The Income Tax Appellate Tribunal (ITAT), Ahmedabad Bench while deleting the penalty held that the Additions towards share capital in question would not be ipso facto tantamount to alleged concealment of income.

The assessee company, M/s. Aagam Shares & Commodities Pvt. Ltd. earlier named KGMS Financial Services Pvt. Ltd. is engaged in the business of dealing in stock market and purchase and sale of shares. The assessee filed return of income for AY 2007-08 declaring total income of Rs.24,60,420/-.
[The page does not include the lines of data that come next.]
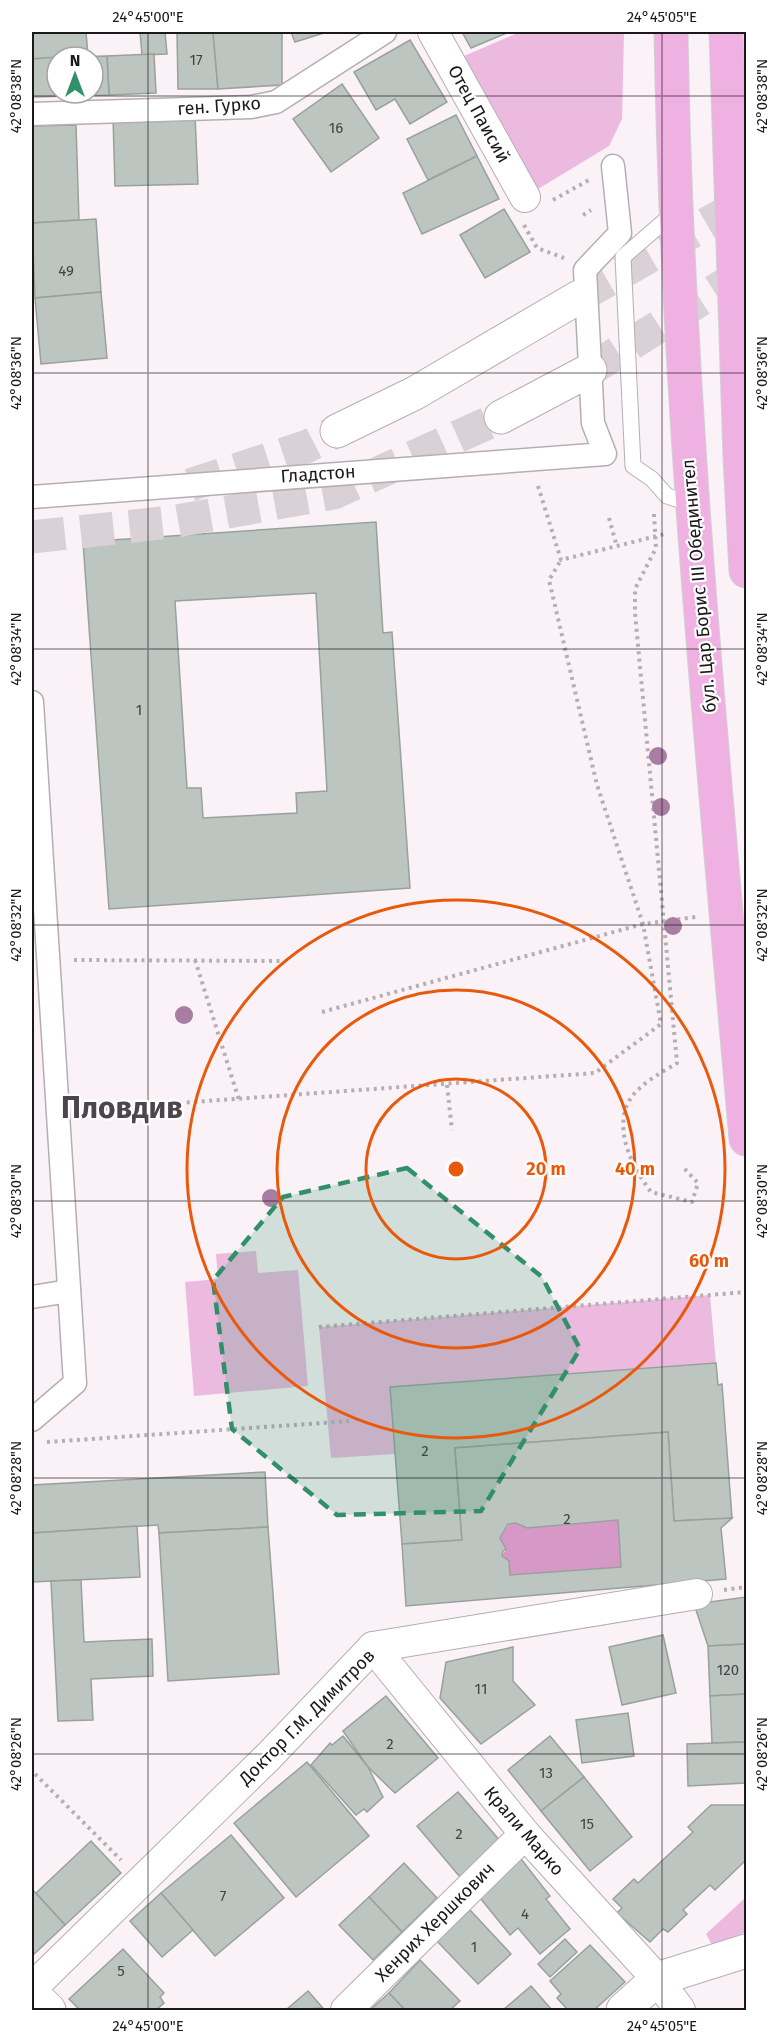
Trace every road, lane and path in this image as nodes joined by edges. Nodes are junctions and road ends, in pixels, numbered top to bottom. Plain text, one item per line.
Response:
1 (385, 32) edge
2 (433, 32) edge
3 (670, 32) edge
4 (726, 32) edge
5 (32, 114) edge
6 (613, 166) joint
7 (525, 197) joint
8 (676, 211) junction
9 (537, 249) dead end
10 (560, 256) dead end
11 (579, 297) tunnel mouth
12 (590, 370) tunnel mouth
13 (501, 417) tunnel mouth
14 (686, 420) junction
15 (337, 432) tunnel mouth
16 (743, 444) edge
17 (531, 459) junction
18 (32, 497) edge
19 (692, 516) junction
20 (609, 518) dead end
21 (617, 547) junction
22 (561, 560) junction
23 (747, 571) edge
24 (635, 613) dead end
25 (32, 702) edge
26 (726, 913) junction
27 (664, 921) junction
28 (643, 924) junction
29 (48, 960) junction
30 (195, 960) junction
31 (281, 961) dead end
32 (322, 1012) dead end
33 (447, 1085) junction
34 (239, 1100) junction
35 (57, 1112) junction
36 (452, 1130) dead end
37 (747, 1139) edge
38 (682, 1166) dead end
39 (69, 1291) junction
40 (747, 1292) edge
41 (32, 1297) edge
42 (319, 1327) dead end
43 (32, 1420) edge
44 (351, 1421) dead end
45 (43, 1442) dead end
46 (697, 1594) dead end
47 (373, 1647) junction
48 (35, 1774) dead end
49 (525, 1834) junction
50 (142, 1881) junction
51 (747, 1952) edge
52 (657, 1980) junction
53 (32, 1990) edge
54 (49, 2010) edge
55 (346, 2010) edge
56 (623, 2010) edge
57 (680, 2010) edge

1 - 5 street, ген. Гурко
2 - 7 street, Отец Паисий
3 - 8 main road, бул. Цар Борис III Обединител
4 - 16 main road
6 - 7 path
6 - 17 street, Гладстон
8 - 14 main road, бул. Цар Борис III Обединител
8 - 19 lane
9 - 10 path
11 - 15 main road
12 - 13 main road
14 - 16 main road
14 - 19 main road, бул. Цар Борис III Обединител
16 - 23 main road
17 - 18 street, Гладстон
17 - 22 path
19 - 21 path
19 - 26 main road, бул. Цар Борис III Обединител
20 - 21 path
21 - 22 path
22 - 28 path
24 - 27 path
25 - 29 street
26 - 27 path
26 - 37 main road, бул. Цар Борис III Обединител
27 - 28 path
27 - 38 path
28 - 32 path
28 - 33 path
29 - 30 path
29 - 35 street
30 - 31 path
30 - 34 path
33 - 34 path
33 - 36 path
34 - 35 path
35 - 39 street
39 - 41 street
39 - 43 street
40 - 42 path
44 - 45 path
46 - 47 street, Доктор Г.М. Димитров
47 - 49 street, Крали Марко
47 - 50 street, Доктор Г.М. Димитров
48 - 50 path
49 - 52 street, Крали Марко
49 - 55 street, Хенрих Хершкович
50 - 53 street, Доктор Г.М. Димитров
51 - 52 main road
52 - 56 main road
52 - 57 street, Крали Марко
53 - 54 main road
The return filed by the assessee was subjected to scrutiny assessment under s.143(3) of the Act wherein total income was determined at Rs.69,69,045/-. The AO inter alia made an addition of Rs.45 Lakhs under s.68 of the Act on account of introduction of share capital at premium in the books of account and consequently imposed a penalty of Rs.13,50,000/- thereon.

The quantum addition was sustained by the CIT(A) as well as the ITAT. The imposition of penalty of Rs.13,50,000/- was challenged before the CIT(A) without any success.
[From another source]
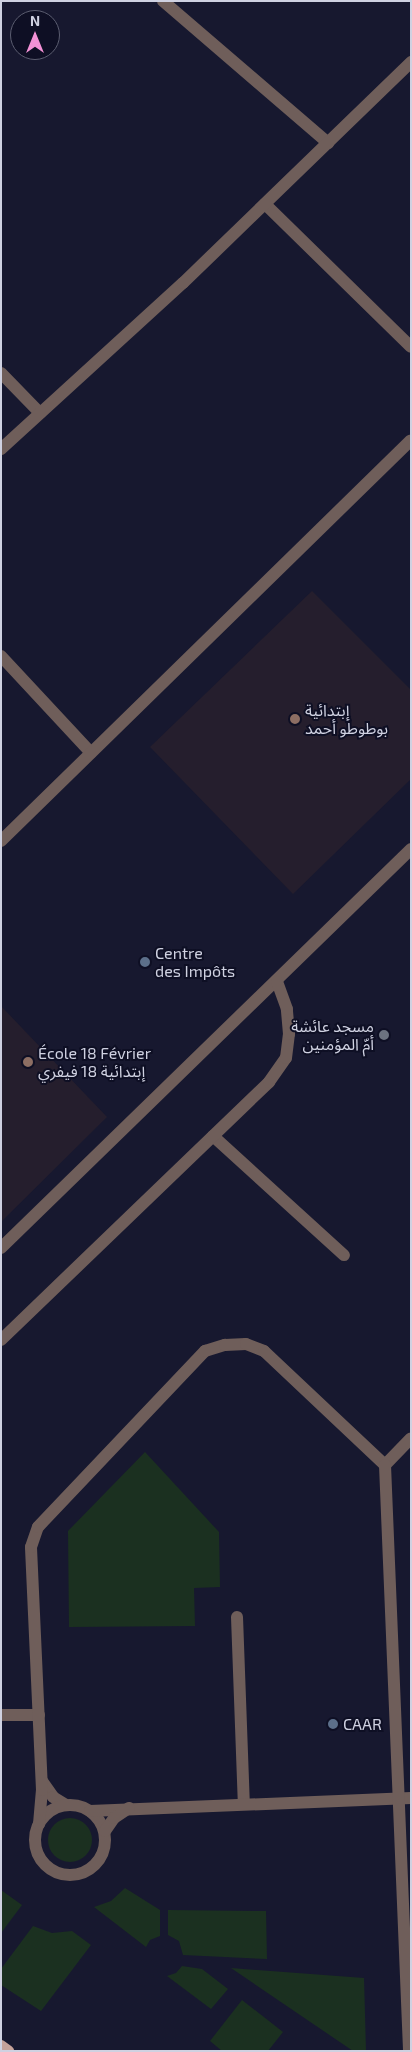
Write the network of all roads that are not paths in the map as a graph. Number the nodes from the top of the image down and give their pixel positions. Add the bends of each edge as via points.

The main grievance of the assessee is the imposition of penalty of Rs.13,50,000.

The assessee contended that addition towards share capital at premium was agreed by the assessee vide letter dated 17th September, 2009 placed before the AO whereby, without prejudice to the bonafides claimed in the share capital, the addition was conditionally agreed to buy mental peace and to avoid long and protracted litigation on a clear understanding that no penalty shall be initiated or be imposed as a consequence of such addition.

The assessee submitted that the AO has initiated penalty proceedings under s.274 read with section 271(1)(c) of the Act using the expression ‘furnishing inaccurate particulars/concealment of income’. It was thus contended that apparently, the AO himself has not made any definite satisfaction towards the nature of charge leveled against the assessee required under section 271(1)(c) read with section 271(1B) of the Act.
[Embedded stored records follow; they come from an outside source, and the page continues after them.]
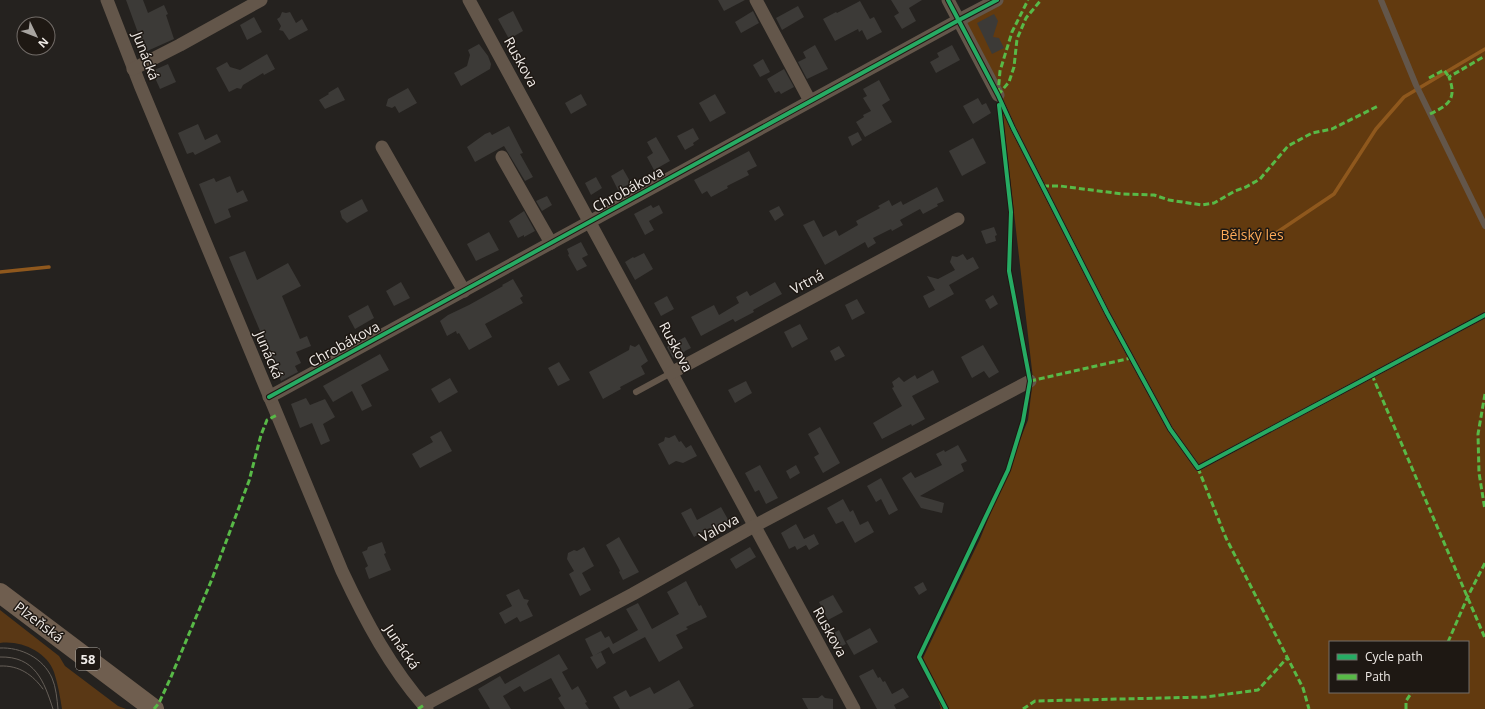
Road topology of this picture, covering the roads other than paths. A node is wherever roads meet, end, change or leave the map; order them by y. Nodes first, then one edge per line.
1 (107, 0) edge
2 (261, 0) edge
3 (468, 0) edge
4 (756, 0) edge
5 (948, 0) edge
6 (997, 0) edge
7 (1381, 0) edge
8 (959, 20) junction
9 (133, 69) junction
10 (998, 95) joint
11 (810, 101) junction
12 (382, 147) dead end
13 (502, 157) dead end
14 (958, 219) dead end
15 (590, 222) junction
16 (1485, 226) edge
17 (551, 243) junction
18 (464, 291) junction
19 (1485, 316) edge
20 (671, 373) junction
21 (1030, 381) dead end
22 (636, 392) dead end
23 (269, 397) junction
24 (754, 526) junction
25 (0, 593) edge
26 (22, 609) junction
27 (425, 707) edge
28 (142, 709) edge
29 (154, 709) edge
30 (854, 709) edge

1 - 9 street, Junácká
2 - 9 street
3 - 15 street, Ruskova
4 - 11 street
5 - 8 street
6 - 8 street, Chrobákova
7 - 16 lane
8 - 10 street
8 - 11 street, Chrobákova
9 - 23 street, Junácká
10 - 19 lane
11 - 15 street, Chrobákova
12 - 18 street
13 - 17 street
14 - 20 street, Vrtná
15 - 17 street, Chrobákova
15 - 20 street, Ruskova
17 - 18 street, Chrobákova
18 - 23 street, Chrobákova
20 - 22 lane
20 - 24 street, Ruskova
21 - 24 street, Valova
23 - 27 street, Junácká
24 - 27 street, Valova
24 - 30 street, Ruskova
25 - 26 main road, Plzeňská / 58
26 - 28 street
26 - 29 main road, Plzeňská / 58

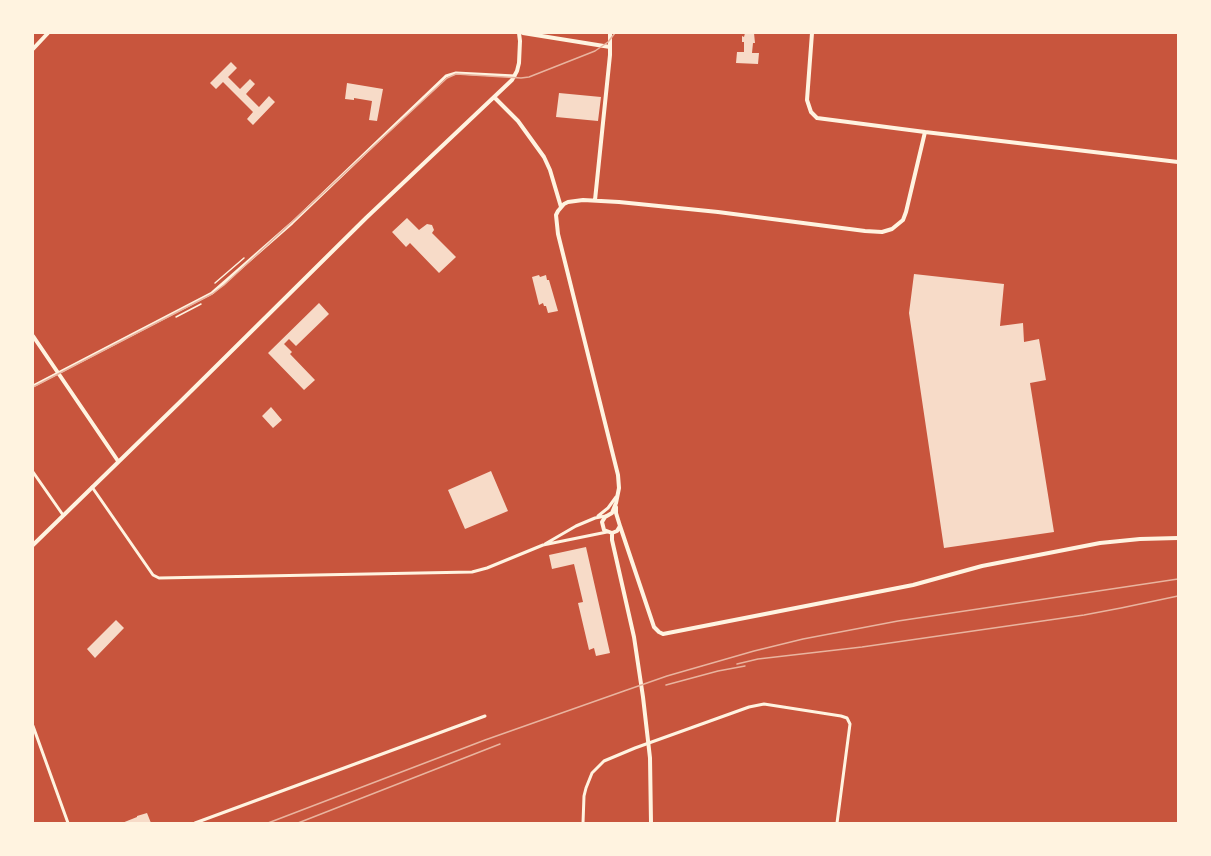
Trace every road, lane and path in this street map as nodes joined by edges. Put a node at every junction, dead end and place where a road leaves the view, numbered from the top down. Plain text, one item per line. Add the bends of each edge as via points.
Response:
1 (48, 33) edge
2 (521, 33) edge
3 (610, 33) edge
4 (812, 33) edge
5 (610, 47) junction
6 (33, 49) edge
7 (515, 76) junction
8 (494, 97) junction
9 (925, 132) junction
10 (1178, 162) edge
11 (595, 200) junction
12 (561, 207) junction
13 (244, 258) dead end
14 (215, 283) dead end
15 (201, 304) dead end
16 (175, 318) dead end
17 (33, 336) edge
18 (57, 373) junction
19 (33, 386) edge
20 (118, 461) junction
21 (33, 472) edge
22 (92, 487) junction
23 (618, 493) junction
24 (616, 503) junction
25 (63, 515) junction
26 (609, 515) junction
27 (595, 518) junction
28 (618, 518) junction
29 (620, 526) junction
30 (607, 532) junction
31 (612, 533) junction
32 (1178, 538) edge
33 (33, 545) edge
34 (543, 545) junction
35 (484, 716) dead end
36 (33, 726) edge
37 (68, 823) edge
38 (195, 823) edge
39 (583, 823) edge
40 (651, 823) edge
41 (837, 823) edge

1 - 6 street
2 - 5 street
2 - 7 street
3 - 5 street
4 - 9 street via 807,100 817,118
5 - 11 street
7 - 8 street
7 - 18 street via 446,76 292,223 212,293
8 - 12 street via 518,121 544,157
8 - 20 street
9 - 10 street
9 - 11 street via 903,220 882,232
11 - 12 street via 575,200
12 - 23 street via 556,215 558,234 615,461
13 - 14 path
15 - 16 path
17 - 18 street
18 - 19 street
18 - 20 street
20 - 22 street
21 - 25 street
22 - 25 street
22 - 34 street via 153,575 159,578 472,572
23 - 24 street
23 - 27 street
24 - 26 street
24 - 28 street
25 - 33 street
26 - 27 street
26 - 28 street
26 - 30 street via 602,522
27 - 34 street
28 - 29 street
29 - 31 street
29 - 32 street via 654,627 663,634 1091,545
30 - 31 street
30 - 34 street
31 - 40 street via 643,697 650,758
35 - 38 street
36 - 37 street
39 - 41 street via 586,788 592,773 604,761 764,704 848,718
The coram headed by the Vice President, Rajpal Yadav clarified that The penalty will not ordinarily be imposed unless the party obliged, either acted deliberately in defiance of law or was guilty of contumacious conduct or dishonest act. The explanation offered towards bonafide issue of share capital thus cannot be outrightly rejected when tested on the touchstone of penalty proceedings of strict nature. The fact in the present case does not conclusively establish the malafide on the part of the assessee company.

“Hence, additions towards share capital in question would not ipso facto tantamount to alleged concealment of income. It is trite that finding in quantum proceedings for such additions/disallowance cannot be automatically adopted for the purposes of Section 271(1)(c) of the Act,” the ITAT said.